We applied to five schools and were concerned that we were overdoing it. Going by what people seem to be saying now, that's become the norm. We applied to an ability range, from St Benedict's in Ealing to Alleyn's. (St Benedict were operating to a mandate to try to attract more baptised Catholics, which may or may not help you?)

Finally, we applied to some grammar schools in the run-up to the independents, thinking it would be good practice. He passed the initial selection hurdle to allow him to take the schools' individual entrance exams, but didn't pass any of the exams proper. It shattered everyone's confidence: his, mine, and DH's. I will never forget his little face in the bath asking me if he passed, and then, knowing he'd failed, if his friend had passed (he had). The only good thing is that it nudged us into firing our ineffective English tutor and getting a last-minute (although expensive) English tutor of inspirational brilliance who transformed the substance of his English in about eight weeks, albeit with a lot of co-work from me at home.

Sorry, really hideously long post with lots of probably redundant information that other people have already said in far fewer paragraphs. But I really wish I could make you feel better. I just wanted to emphasise that my state primary, bright, no-special-interests-or-talents-at-this-stage boy came through this wretched process. (His reports in Year 8 had best remain undisclosed, however. blush) Good luck!
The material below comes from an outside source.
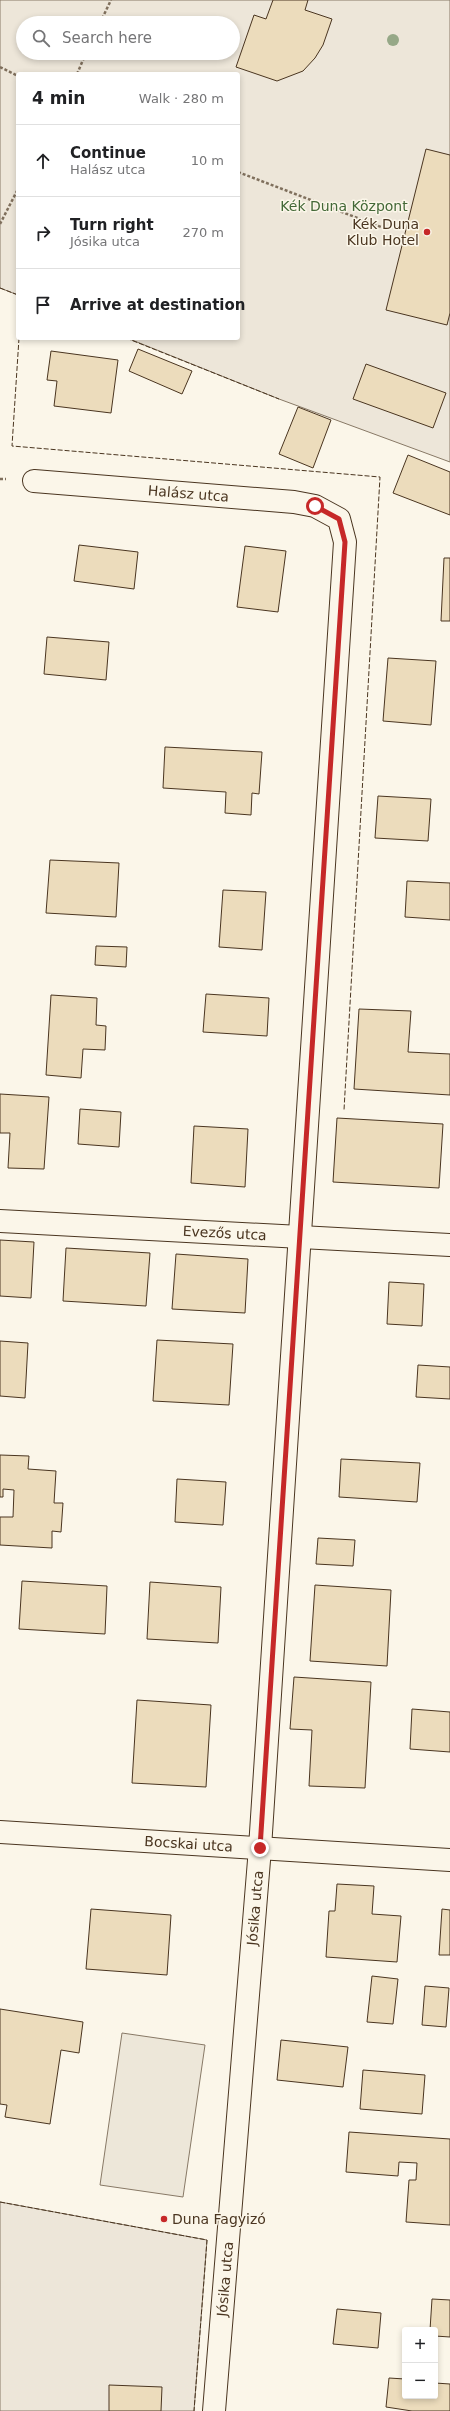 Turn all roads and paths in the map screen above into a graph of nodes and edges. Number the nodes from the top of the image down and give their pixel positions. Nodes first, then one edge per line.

MrsSteptoe Wed 03-Feb-16 11:09:47

Oh, and BTW (God, I'm sorry, I just can't help myself, STOP WRITING) - he had an hour's English and an hour's maths tutoring on alternate weeks for year 5. Stepped it up to an hour in each a week in year 6. We had to do an emergency English intervention at the last minute, and did a lot of practice papers in both subjects in year 6. So you sound like you're doing what we did, but you will need to step it up with practice papers at some point and don't neglect VR and NVR. Like other parents said, dump Bond in favour of more rigorous papers.

Eastpoint Wed 03-Feb-16 11:16:17

Talk to the admissions department staff at the schools you are interested in for your daughter. I spoke to one last week and she said she loves the interview period as they have been engaged with some of the girls for three years and it's so exciting to see them come in, they have an outreach programme to try to broaden access.

Greenleave Wed 03-Feb-16 12:39:47

I wish there is a button for like in each post then if I could I will hit it a thousand times for posts like Mrssteptoe above

I am alway blaming myself for not giving my daughter as much support as most of my friends who stay at home or work part time as I work full time and very long hours and had to come back after only 4 months mat leave. I didnt try very much to help or know what did she do in reception until by beg of yr 1 then I realised I never knew what date to return the reading books, what date to return homework as what tree book band colour my daughter was in. I was even more panic when I found out good tutors are all fully booked from reception. I didnt trust my friends who said her daughter didnt do much and passed 2 top supper selective grammars and her son is super relaxed when it turned out her son had tutor from yr 4, doing past papers almost everyday. Its a WAR!!!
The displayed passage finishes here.